Para concluir, una anécdota. Hace unos días, decidí no opinar sobre un proyecto y desestimar la invitación correspondiente. No la respondí. La plataforma, artificialmente inteligente, empezó a enviar machacones recordatorios instándome a aceptar, so pretexto mi supuestamente gran conocimiento disciplinar… de la problemática del secado de cuencas hídricas cuando mi especialidad ha sido siempre la educación superior. La situación es ridícula pero ilustrativa de los desvíos de la evaluación, cuyos responsables están obnubilados por garantizar la obtención formal de los dictámenes más que por velar por la calidad del proceso.

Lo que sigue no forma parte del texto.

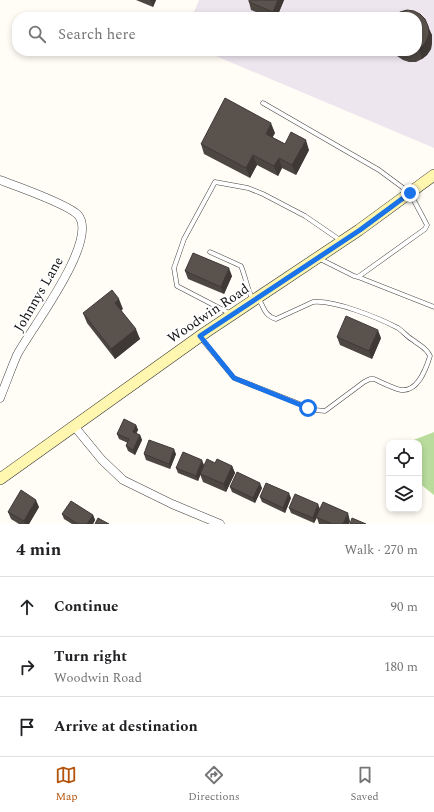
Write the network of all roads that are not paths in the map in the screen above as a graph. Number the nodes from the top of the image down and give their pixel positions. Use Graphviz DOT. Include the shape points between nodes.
graph roads {
  1 [pos="263,103"];
  2 [pos="434,175"];
  3 [pos="0,180"];
  4 [pos="410,193"];
  5 [pos="342,241"];
  6 [pos="210,252"];
  7 [pos="318,258"];
  8 [pos="358,277"];
  9 [pos="256,299"];
  10 [pos="434,307"];
  11 [pos="232,314"];
  12 [pos="200,336"];
  13 [pos="0,398"];
  14 [pos="74,426"];
  15 [pos="0,479"];
  16 [pos="220,524"];
  1 -- 4 [label="lane" via="380,170"];
  2 -- 4 [label="street, Woodwin Road"];
  3 -- 13 [label="street, Johnnys Lane" via="66,207 78,214 83,224 76,252 62,282 17,355"];
  4 -- 5 [label="street, Woodwin Road"];
  4 -- 8 [label="lane" via="427,225 425,229"];
  5 -- 7 [label="street, Woodwin Road"];
  5 -- 11 [label="lane" via="305,216 263,194 248,188 214,182 184,239 174,268 177,286"];
  6 -- 9 [label="lane" via="241,266 248,290"];
  7 -- 8 [label="lane"];
  7 -- 9 [label="street, Woodwin Road"];
  8 -- 10 [label="lane"];
  9 -- 11 [label="street, Woodwin Road"];
  9 -- 12 [label="lane" via="266,314 276,319 314,302 332,304 371,316 399,329 425,347 430,356 428,363 412,388 400,390 370,379 325,411 315,410 234,378"];
  11 -- 12 [label="street, Woodwin Road"];
  12 -- 14 [label="street, Woodwin Road"];
  14 -- 15 [label="street, Woodwin Road"];
  14 -- 16 [label="street" via="102,460 123,480"];
}
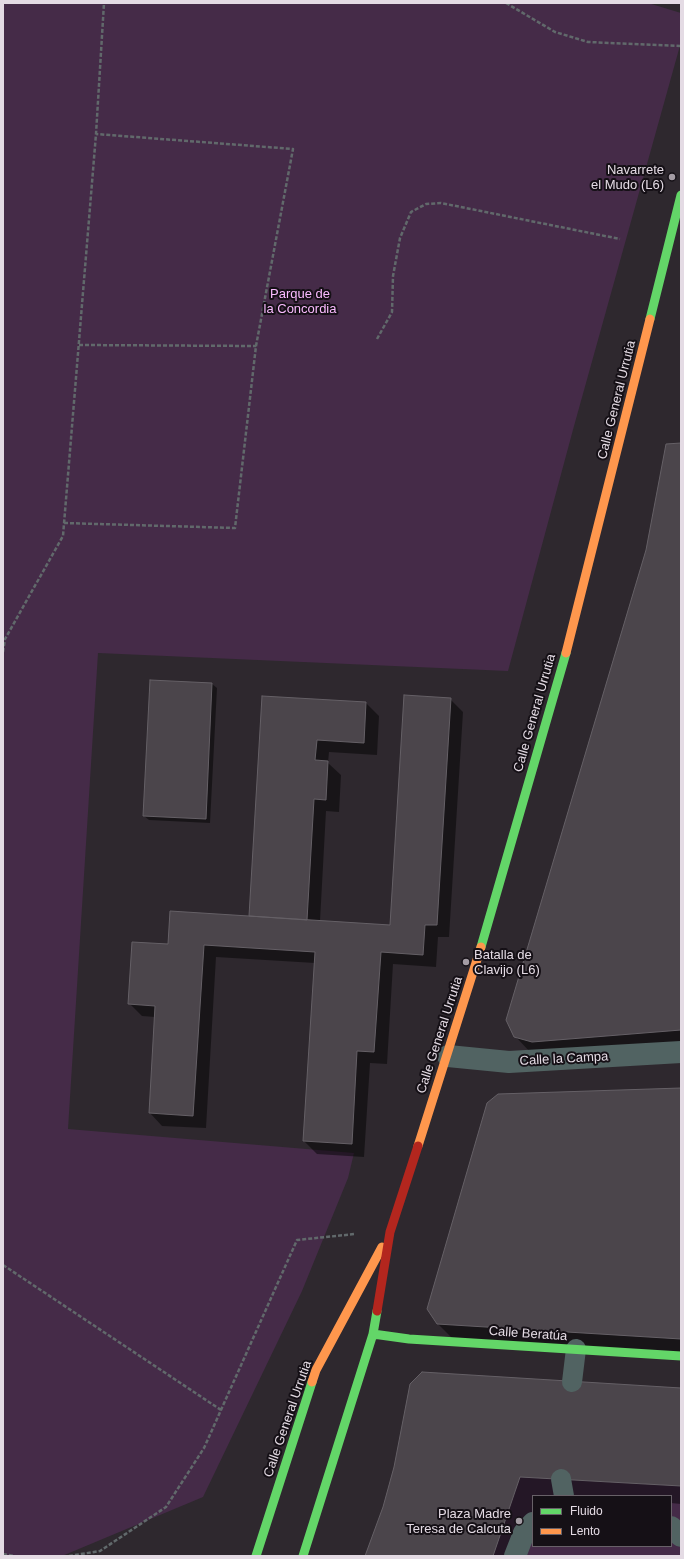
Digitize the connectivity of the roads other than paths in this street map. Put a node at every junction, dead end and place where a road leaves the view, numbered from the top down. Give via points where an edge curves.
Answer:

Hace treinta años, muchos investigadores apostamos, ingenuamente, a que la evaluación permitiría enmendar disfuncionamientos en la profesión académica. Lo hizo un tiempo. Luego, sirvió para empoderar a sectores no académicos que desplazaron a los docentes e investigadores en tanto actores esenciales en las instituciones de educación superior. Ante ello, ¿Seguiremos refunfuñando, cada quién en nuestro rincón o nos movilizaremos para rescatar el valor intelectual de nuestro quehacer, más allá de las mediciones? ¿Podremos expresar públicamente nuestra desavenencia con esquemas de conducción y de supervisión regidos por lineamientos y por tecnologías, pero ineficientes y dañinos para nuestros desempeños? ¿Encontraremos una vía para defender eficazmente nuestros derechos profesionales y la posición que, por lo menos teóricamente, ocupamos en los establecimientos de educación superior?